Senior Project

Background

As a Community Health major as California State University, Dominguez Hills, I’ve focused on creating, implementing, and evaluating programs meant to bridge many health disparities in the United States. However after working a couple years in the healthcare industry, I realized that working in the healthcare wasn’t for me. So when it came time to design my own project for my senior project, I decided to pivot my skills to create a program focused on environmental awareness and wildlife conservation. The idea bloomed into a much greater project than I originally imagined. I’m dedicating this page to my original senior project, the seed where WILD Education was planted. To learn more about what WILD Education has become and future plans, I’ve put more information in my About Me page

Typically, community health programs begin with a question usually related to desired outcome. “How do we get uninsured individuals healthcare?” was the beginning of one of my other mock programs and the health related goal was simply: getting individuals insured and medical care. However, this project started with a desire to teach. The summer before my senior semester, I had the opportunity to teach marine biology to students entering middle school and I left that experience thinking, “This is what I want to do. Educate people on the environment and wildlife.” With this thought, I began planning a program around the activity: introducing students to the natural world. By giving students this opportunity, I hoped to impact conservation in ways more than just my individual actions. 

Overview of Program

The majority of my program consisted of how to implement lesson plans to students but one major part of any program is measuring success. This narrowed my focus on one main environmental hazard: air pollution, as it would be near impossible to measure so many different outcomes. My program began to take shape. Its goal would be to implement after school classes focused on environmental hazards and conservation with an emphasis on air pollution. To measure progress, these classes would happen 3 years: 3rd grade, 7th grade, and 12th grade. The idea behind staggering this years is that lesson plans can be adapted to age groups and concepts can be built on previous knowledge. As students got older, they would also be able to become more involved with projects, providing a more meaningful experience.  Below I’ve attached a logic model for the original plan which give a brief overview of the program.

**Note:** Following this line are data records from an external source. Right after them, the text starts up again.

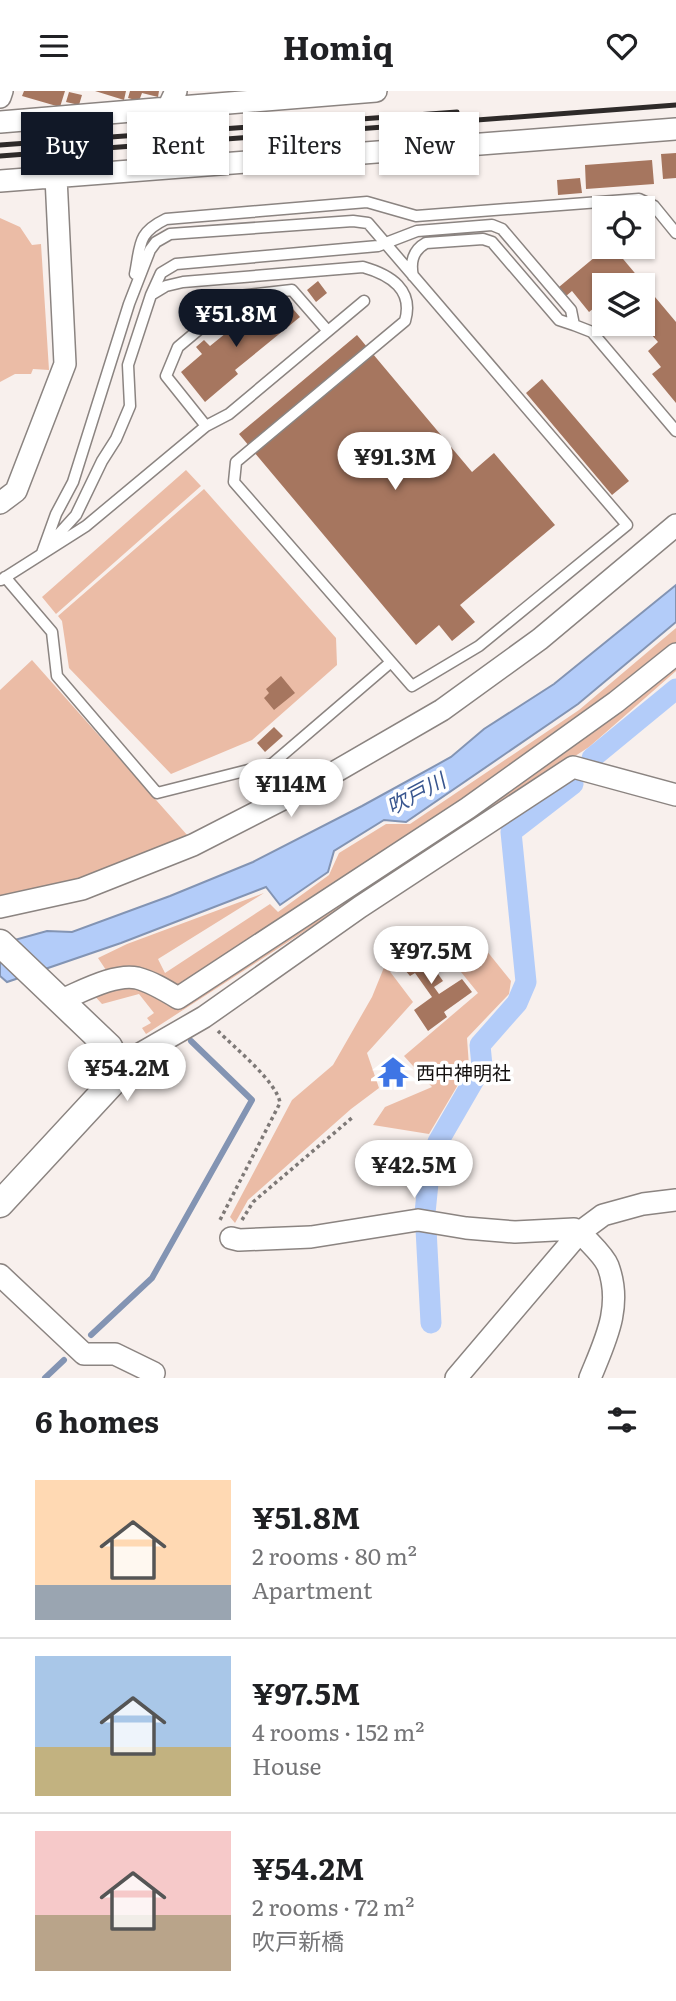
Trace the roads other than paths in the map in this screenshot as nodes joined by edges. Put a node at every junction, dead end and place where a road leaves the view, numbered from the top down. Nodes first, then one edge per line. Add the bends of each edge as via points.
1 (2, 91) edge
2 (376, 91) edge
3 (0, 97) edge
4 (172, 99) edge
5 (0, 122) edge
6 (676, 129) edge
7 (56, 177) junction
8 (0, 181) edge
9 (676, 233) edge
10 (385, 243) junction
11 (414, 277) junction
12 (151, 295) junction
13 (365, 300) dead end
14 (129, 304) junction
15 (574, 325) junction
16 (327, 330) junction
17 (206, 426) junction
18 (676, 431) edge
19 (0, 503) edge
20 (676, 525) edge
21 (42, 552) junction
22 (3, 579) edge
23 (676, 654) edge
24 (391, 662) junction
25 (676, 795) edge
26 (0, 907) edge
27 (0, 943) edge
28 (57, 996) junction
29 (119, 1066) junction
30 (676, 1200) edge
31 (0, 1204) edge
32 (580, 1232) junction
33 (232, 1237) road end
34 (0, 1275) edge
35 (152, 1378) edge
36 (456, 1378) edge
37 (590, 1378) edge

1 - 3 street
2 - 4 street
4 - 5 street
6 - 7 street
7 - 8 street
7 - 19 street via 65,364 16,491
9 - 14 lane via 654,206 639,199 416,216 367,202 166,219 149,227 143,237
10 - 11 lane
10 - 12 lane via 176,264 161,273
10 - 14 lane via 369,223 353,221 170,235 150,250
10 - 15 lane via 417,231 492,225 502,229 571,310
11 - 15 lane via 416,250 426,243 484,239 492,242 559,320
11 - 24 lane via 627,525 479,646 412,686
12 - 21 lane via 128,365 130,406 76,515
12 - 24 lane via 183,282 363,267 382,272 405,293 409,307 405,321 236,462 234,482
13 - 16 lane
14 - 21 lane via 73,482
15 - 18 lane via 592,332
16 - 17 lane via 229,414
16 - 17 lane via 292,290 239,296 177,347 166,376
17 - 21 lane via 86,526
20 - 26 street via 540,639 442,709 328,775 194,845 82,890
21 - 22 lane
22 - 24 lane via 52,632 57,676 157,793 272,764
23 - 28 street via 468,808 178,998 134,977
25 - 29 street via 573,767 360,907 204,1017
27 - 28 street
28 - 29 street via 110,1047
29 - 31 street via 111,1084
30 - 32 street via 603,1215
32 - 33 street via 466,1229 418,1220 311,1237
32 - 36 street
32 - 37 street via 607,1264 614,1300 612,1321
34 - 35 street via 84,1354 115,1354 154,1373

Logic Model for Environmental Program

Why Does This Matter?

Living in Southern California, a region of the United States with one of the highest levels of air pollution, the health effects are clear. High rates of asthma and other respiratory diseases are correlated to areas of high air pollution. The foundation of my research question is the idea that education and knowledge are strong enough to influence people to take actions past what a community program can do. By educating students as they grow up, this program hopes to inspire them to take action long after they have left school. 

Highlighting Ideas

Although I would love to share the entire project details, I’m not too sure that would be very fun to read. So I wanted to highlight some unique aspects of the program I had hoped to implement. The first idea is installing open source citizen science monitors at schools. This would not only provide the school with their own data, it would be able to provide future programs a source of data without costing them any funding. By using open source hardware, we are also able to involve students in a more meaningful way, especially as they got older. This may be ambitious, but I had hoped that once the students reached 12th grade and the final year of our program, they would have the opportunity to create their own project with the program support. The example that always came to mind was students installing air quality monitors in areas outside the school like local parks. They would receive the monitor from us and take responsibility for monitoring it after they had graduated. 

One of the second ideas I was excited about was introducing sneak peeks into what jobs someone could get if they wanted to pursue a careers. Many of my ideas for lesson plans involved activities such as bug pinning, creating educational posters, and designing displays and dioramas. These activities would be designed to introduce the idea that conservation is more than animal care. Education and outreach play a huge part and there are many ways to help and participate in this field. 

Discussion/Conclusion

This program, although I believe can be executed, does not have plans to be realized. A huge obstacle is funding. A program that follows a cohort of students for 10 years requires an enormous amount of funding. However, I still believe that education about the environment and wildlife, especially as a young age, is essential in the long term success of protecting our natural world. Conservation will not be solved in my lifetime. The list of animals becoming endangered is growing. In the next couple of years, many animals I know will never be seen by even the next generation. However this does not mean that my work should be thrown away to be forgotten. I have become inspired to share my ideas in the hope that I might inspire others to implement the importance of environmental conservation into their lesson plans. Like I said before, conservation will not be solved in my lifetime but I hope that my efforts in creating WILD Education will have a positive domino effect, greater than anything I could have done in one lifetime. I appreciate anyone who takes the time to read this page or any other pages on this website and I sincerely hope that you are able to find something to help move the field of conservation forward.